Transient: Stories & Essays / Spillways New Orleans Fellowships
In a collection that intermingles fiction and truth, Midwest writer Molly Rideout explores the pitfalls and allure of searching for home in a place that never belonged to you.
“There were other transient camps than Michael’s in the Lower Nine. A person could spot them if they knew where to walk and what to look for: shirtless white boys with hemp necklaces microwaving something on the front porch, half a dozen plastic chairs circled like wagons around a fire pit. The cars were often a giveaway, a dense pack of varied plates and bumper stickers of obscure bands and another state’s NPR affiliate. I can’t remember who first told me about Michael’s place. Enough people had mentioned it during my trips down to New Orleans that I’d figured it must be the worst kept secret in the city.”
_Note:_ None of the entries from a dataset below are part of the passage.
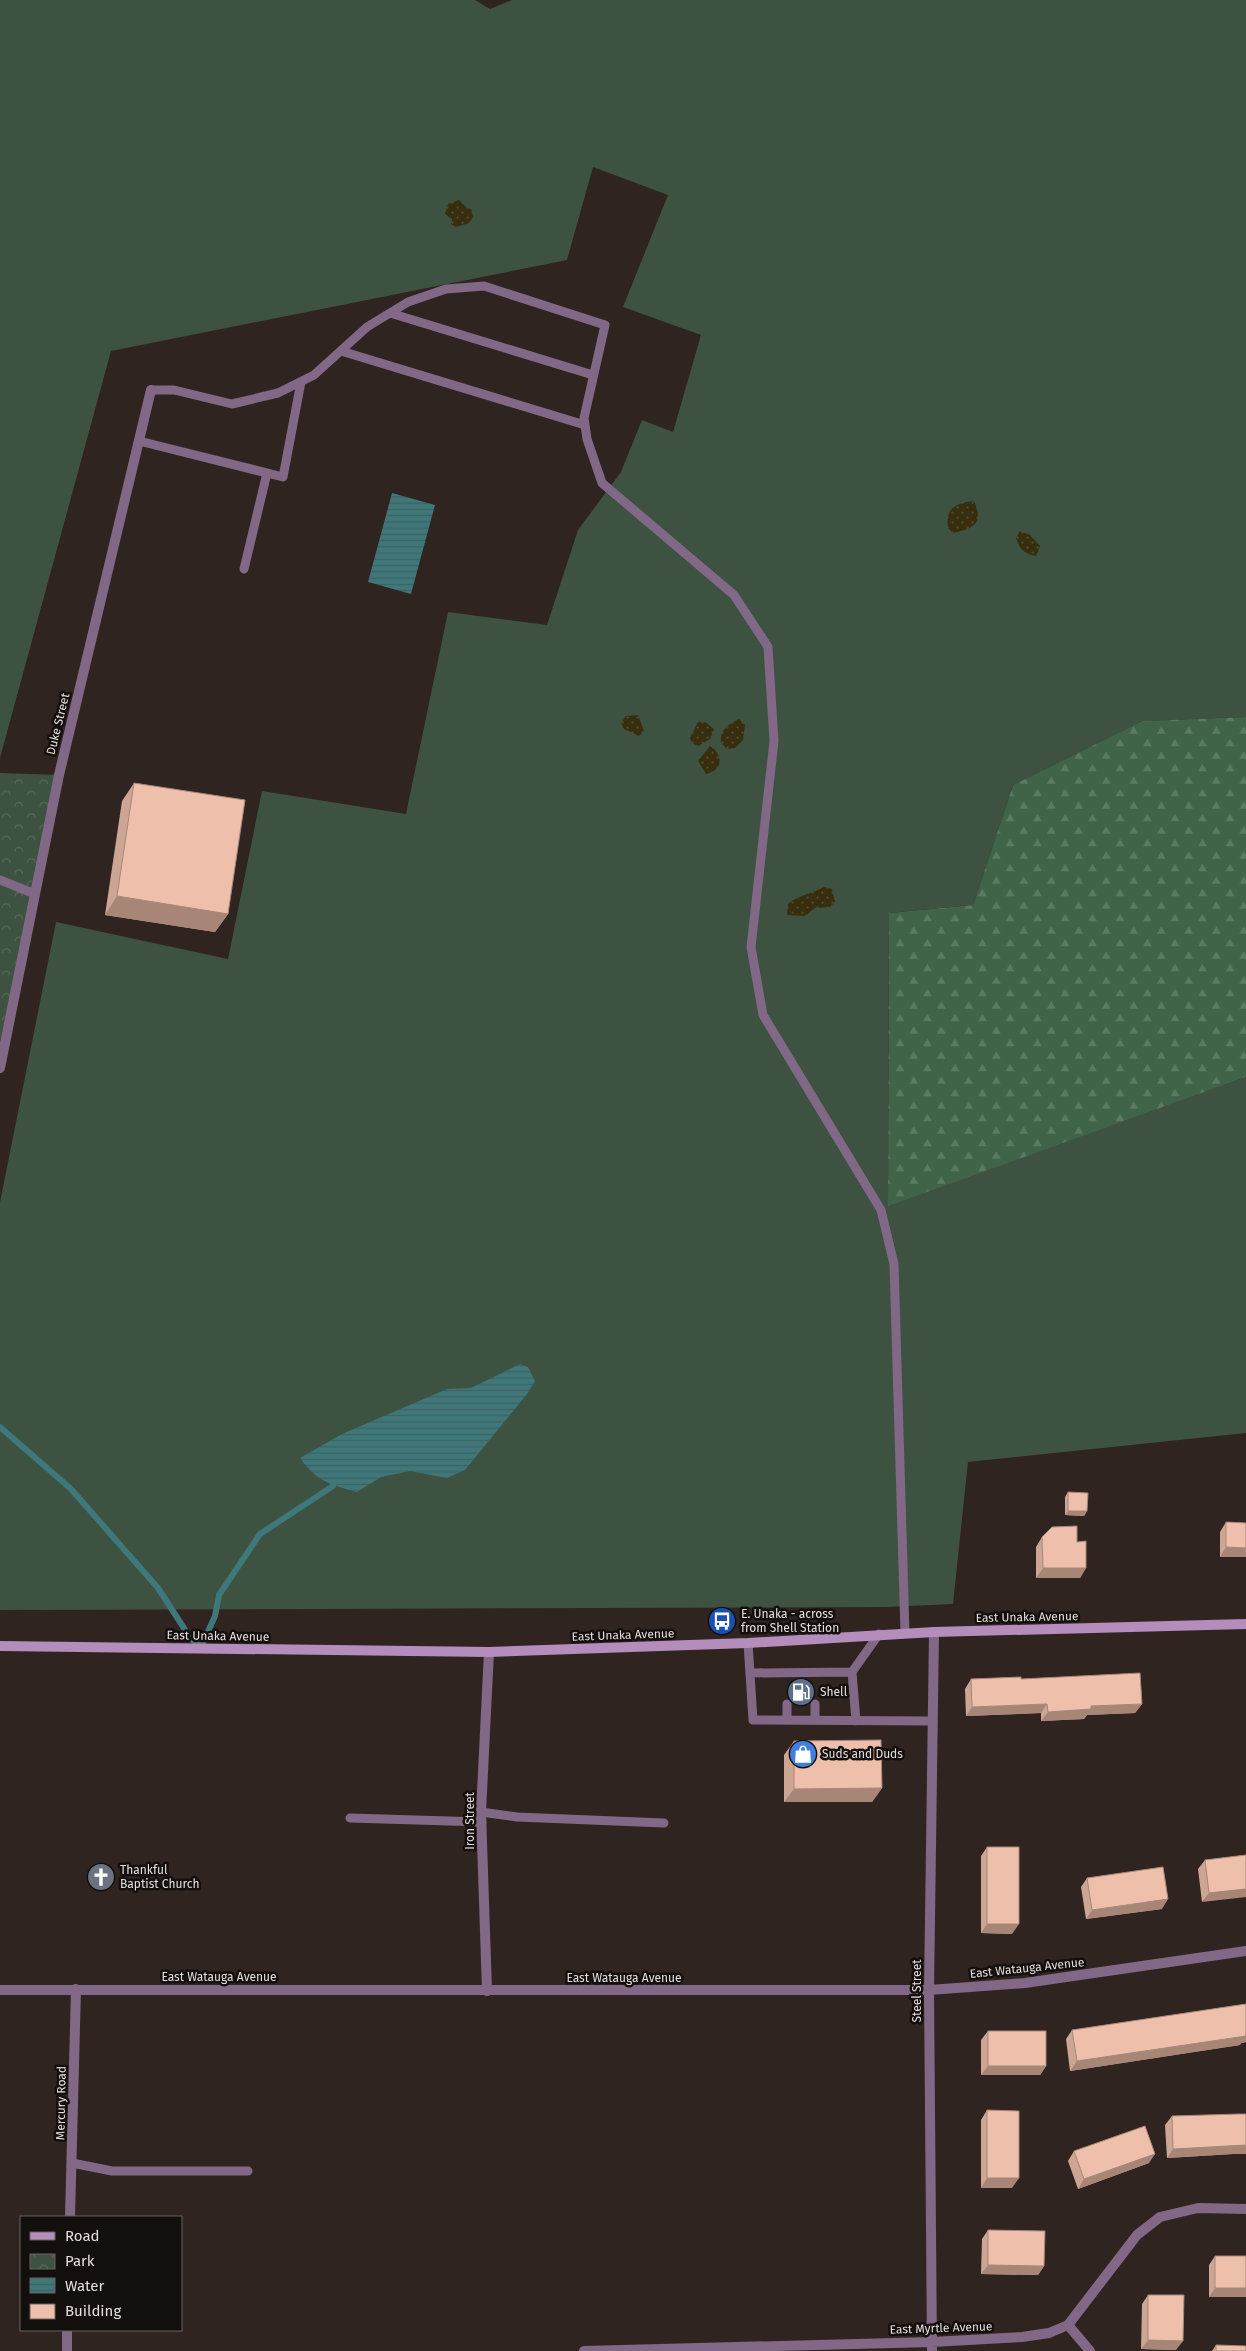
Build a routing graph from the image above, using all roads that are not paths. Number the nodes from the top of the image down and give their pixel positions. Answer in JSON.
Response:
{"nodes":[{"id":1,"x":390,"y":313,"type":"junction"},
{"id":2,"x":341,"y":351,"type":"junction"},
{"id":3,"x":593,"y":376,"type":"junction"},
{"id":4,"x":302,"y":382,"type":"junction"},
{"id":5,"x":151,"y":390,"type":"joint"},
{"id":6,"x":585,"y":425,"type":"junction"},
{"id":7,"x":139,"y":442,"type":"junction"},
{"id":8,"x":268,"y":473,"type":"junction"},
{"id":9,"x":244,"y":569,"type":"dead end"},
{"id":10,"x":0,"y":880,"type":"edge"},
{"id":11,"x":35,"y":894,"type":"junction"},
{"id":12,"x":0,"y":1068,"type":"edge"},
{"id":13,"x":1246,"y":1624,"type":"edge"},
{"id":14,"x":934,"y":1632,"type":"junction"},
{"id":15,"x":905,"y":1633,"type":"junction"},
{"id":16,"x":879,"y":1634,"type":"junction"},
{"id":17,"x":748,"y":1643,"type":"junction"},
{"id":18,"x":0,"y":1646,"type":"edge"},
{"id":19,"x":489,"y":1652,"type":"junction"},
{"id":20,"x":788,"y":1671,"type":"junction"},
{"id":21,"x":816,"y":1671,"type":"junction"},
{"id":22,"x":852,"y":1672,"type":"junction"},
{"id":23,"x":750,"y":1673,"type":"junction"},
{"id":24,"x":788,"y":1681,"type":"dead end"},
{"id":25,"x":815,"y":1681,"type":"dead end"},
{"id":26,"x":787,"y":1704,"type":"dead end"},
{"id":27,"x":815,"y":1704,"type":"dead end"},
{"id":28,"x":786,"y":1720,"type":"junction"},
{"id":29,"x":815,"y":1720,"type":"junction"},
{"id":30,"x":856,"y":1721,"type":"junction"},
{"id":31,"x":932,"y":1721,"type":"junction"},
{"id":32,"x":481,"y":1817,"type":"junction"},
{"id":33,"x":350,"y":1818,"type":"dead end"},
{"id":34,"x":664,"y":1822,"type":"dead end"},
{"id":35,"x":1246,"y":1951,"type":"edge"},
{"id":36,"x":76,"y":1989,"type":"junction"},
{"id":37,"x":0,"y":1990,"type":"edge"},
{"id":38,"x":487,"y":1990,"type":"junction"},
{"id":39,"x":929,"y":1990,"type":"junction"},
{"id":40,"x":72,"y":2163,"type":"junction"},
{"id":41,"x":248,"y":2171,"type":"dead end"},
{"id":42,"x":1246,"y":2209,"type":"edge"},
{"id":43,"x":70,"y":2216,"type":"edge"},
{"id":44,"x":1068,"y":2325,"type":"junction"},
{"id":45,"x":67,"y":2331,"type":"edge"},
{"id":46,"x":932,"y":2347,"type":"edge"},
{"id":47,"x":67,"y":2351,"type":"edge"},
{"id":48,"x":584,"y":2351,"type":"edge"},
{"id":49,"x":1090,"y":2351,"type":"edge"}],
"edges":[{"from":1,"to":2,"type":"lane"},
{"from":1,"to":3,"type":"lane"},
{"from":1,"to":3,"type":"lane"},
{"from":2,"to":4,"type":"lane"},
{"from":2,"to":6,"type":"lane"},
{"from":3,"to":6,"type":"lane"},
{"from":4,"to":5,"type":"lane"},
{"from":4,"to":8,"type":"lane"},
{"from":5,"to":7,"type":"street","name":"Duke Street"},
{"from":6,"to":15,"type":"lane"},
{"from":7,"to":8,"type":"lane"},
{"from":7,"to":11,"type":"street","name":"Duke Street"},
{"from":8,"to":9,"type":"lane"},
{"from":10,"to":11,"type":"lane"},
{"from":11,"to":12,"type":"street","name":"Duke Street"},
{"from":13,"to":14,"type":"main road","name":"East Unaka Avenue"},
{"from":14,"to":15,"type":"main road","name":"East Unaka Avenue"},
{"from":14,"to":31,"type":"street","name":"Steel Street"},
{"from":15,"to":16,"type":"main road","name":"East Unaka Avenue"},
{"from":16,"to":17,"type":"main road","name":"East Unaka Avenue"},
{"from":16,"to":22,"type":"lane"},
{"from":17,"to":19,"type":"main road","name":"East Unaka Avenue"},
{"from":17,"to":23,"type":"lane"},
{"from":18,"to":19,"type":"main road","name":"East Unaka Avenue"},
{"from":19,"to":32,"type":"street","name":"Iron Street"},
{"from":20,"to":21,"type":"lane"},
{"from":20,"to":23,"type":"lane"},
{"from":20,"to":24,"type":"lane"},
{"from":21,"to":22,"type":"lane"},
{"from":21,"to":25,"type":"lane"},
{"from":22,"to":30,"type":"lane"},
{"from":23,"to":28,"type":"lane"},
{"from":26,"to":28,"type":"lane"},
{"from":27,"to":29,"type":"lane"},
{"from":28,"to":29,"type":"lane"},
{"from":29,"to":30,"type":"lane"},
{"from":30,"to":31,"type":"lane"},
{"from":31,"to":39,"type":"street","name":"Steel Street"},
{"from":32,"to":33,"type":"lane"},
{"from":32,"to":34,"type":"lane"},
{"from":32,"to":38,"type":"street","name":"Iron Street"},
{"from":35,"to":39,"type":"street","name":"East Watauga Avenue"},
{"from":36,"to":37,"type":"street","name":"East Watauga Avenue"},
{"from":36,"to":38,"type":"street","name":"East Watauga Avenue"},
{"from":36,"to":40,"type":"street","name":"Mercury Road"},
{"from":38,"to":39,"type":"street","name":"East Watauga Avenue"},
{"from":39,"to":46,"type":"street","name":"Steel Street"},
{"from":40,"to":41,"type":"lane"},
{"from":40,"to":43,"type":"street","name":"Mercury Road"},
{"from":42,"to":44,"type":"street"},
{"from":44,"to":46,"type":"street","name":"East Myrtle Avenue"},
{"from":44,"to":49,"type":"street"},
{"from":45,"to":47,"type":"street"},
{"from":46,"to":48,"type":"street","name":"East Myrtle Avenue"}]}
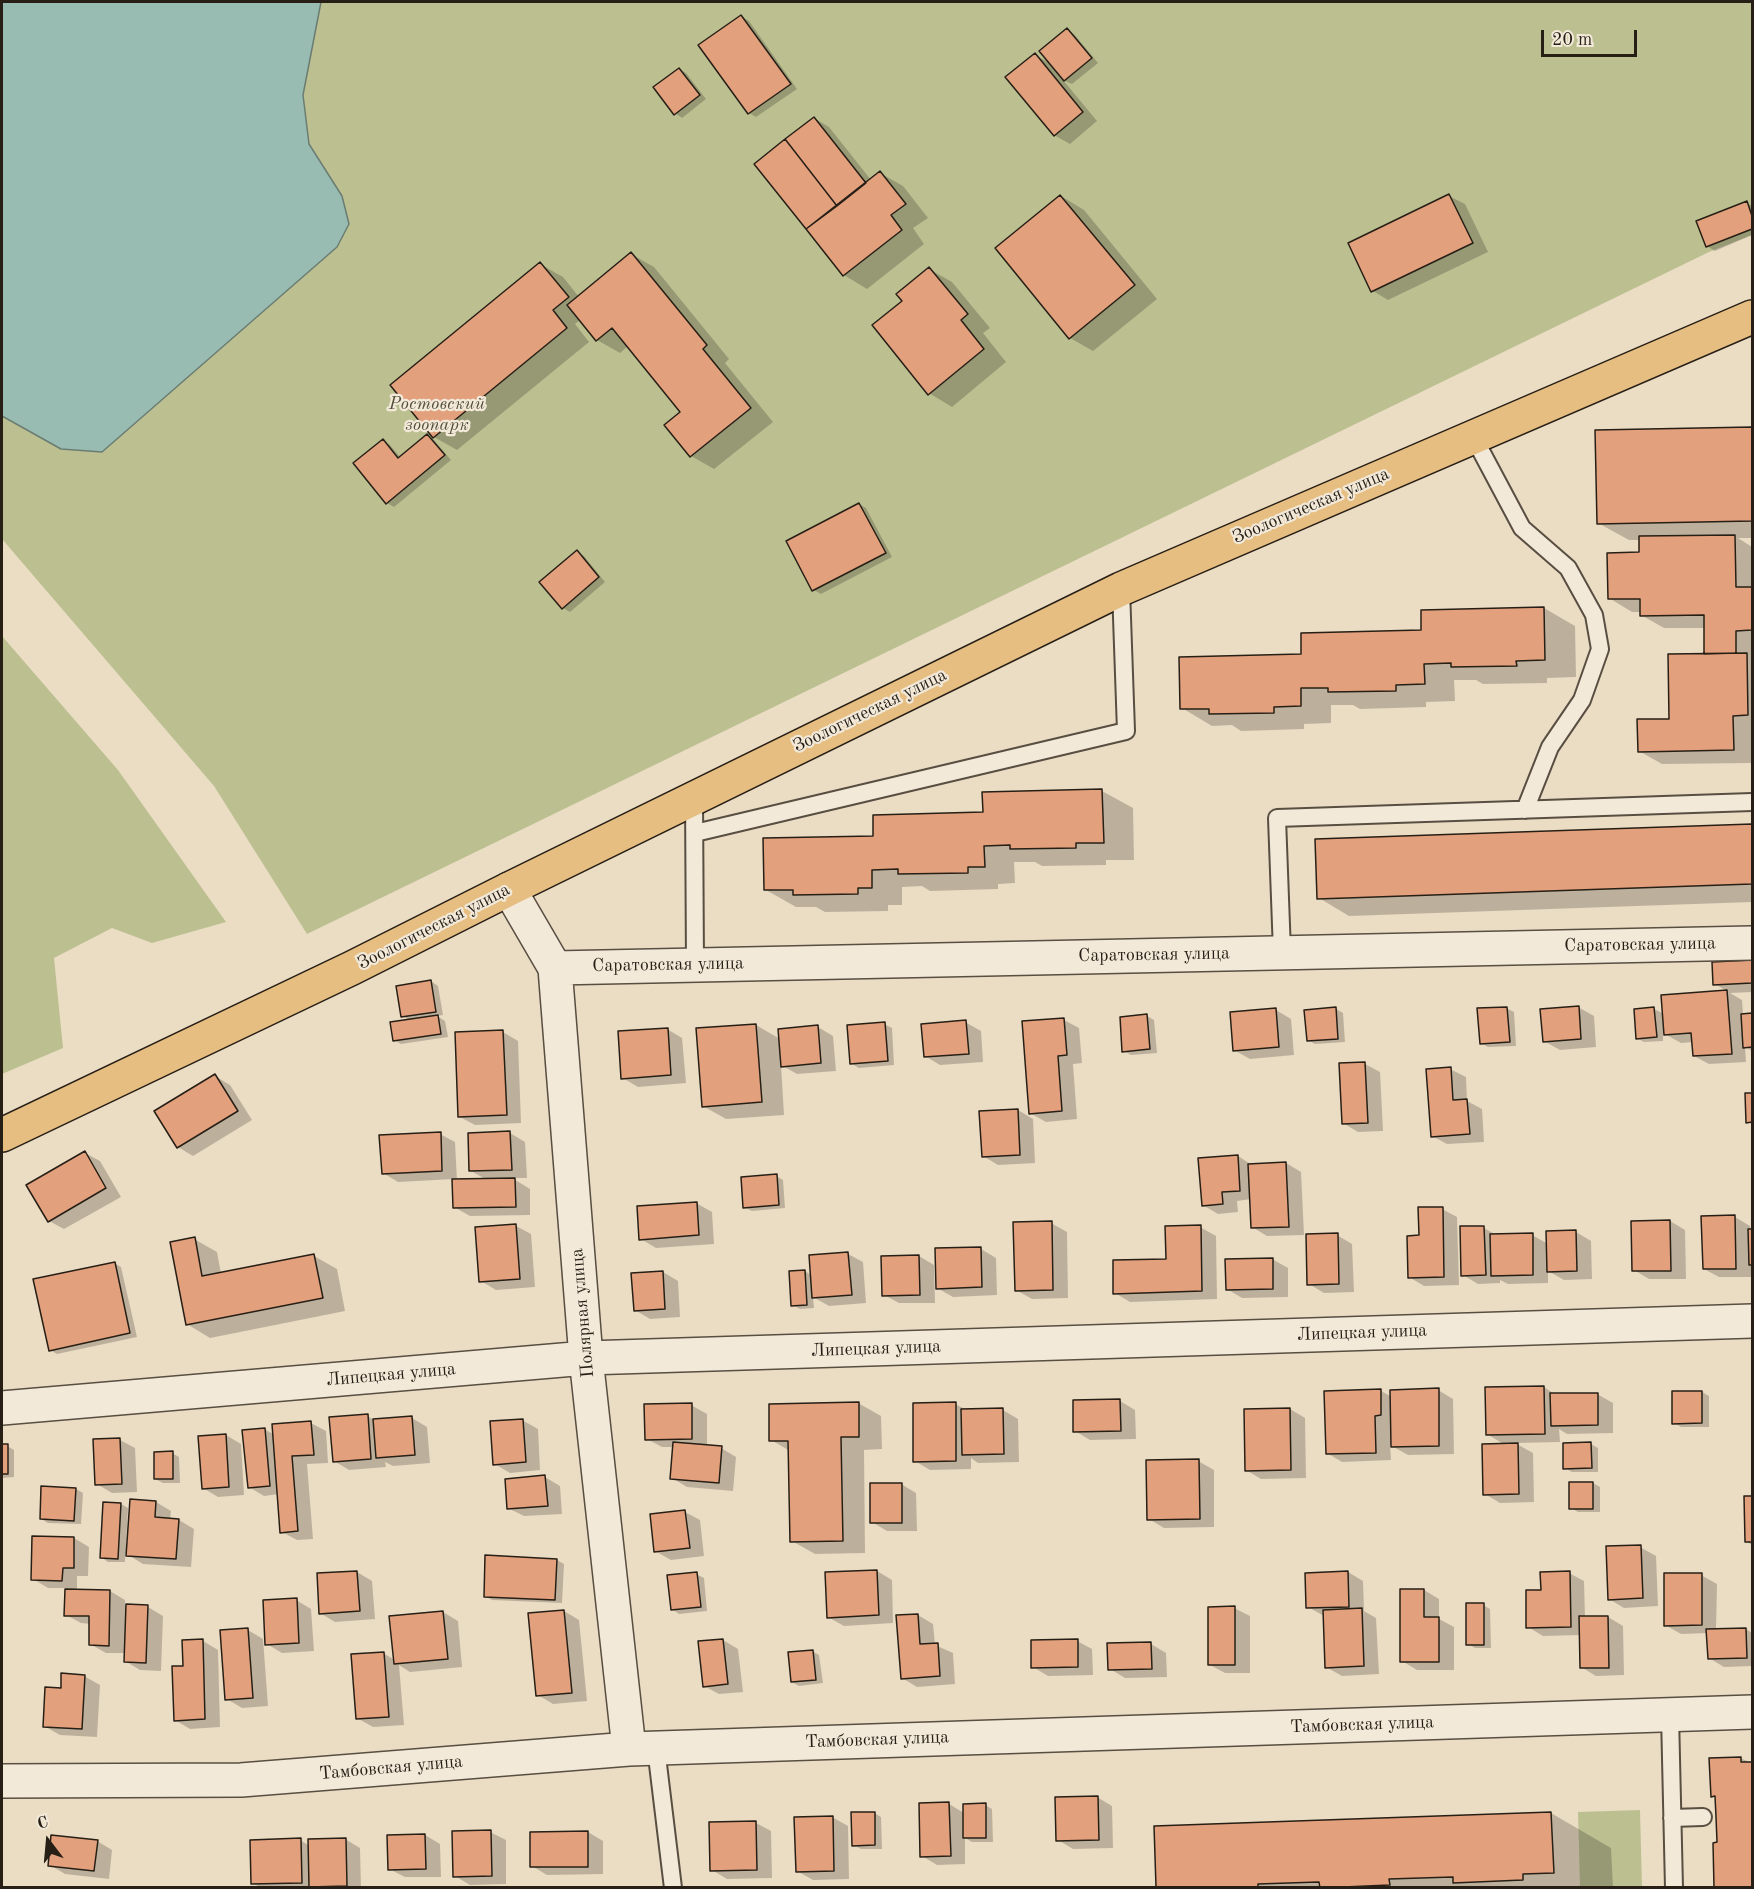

In early 2016, Molly was awarded a Spillways artist-in-residence fellowship with New Orleans-based arts organization Antenna. Over the next three years, with funding from the fellowship, she researched and reflected on the post-Katrina influx of largely white artists to New Orleans’ Lower 9th Ward, a neighborhood previously home to one of the largest percentages of African American homeownership in the country. The resulting collection of stories and essays draws from Molly’s own reflections of self, privilege, and home. Transient: Stories & Essays was printed in late 2019 by Antenna::Paper Machine. Learn more about Antenna's Spillways.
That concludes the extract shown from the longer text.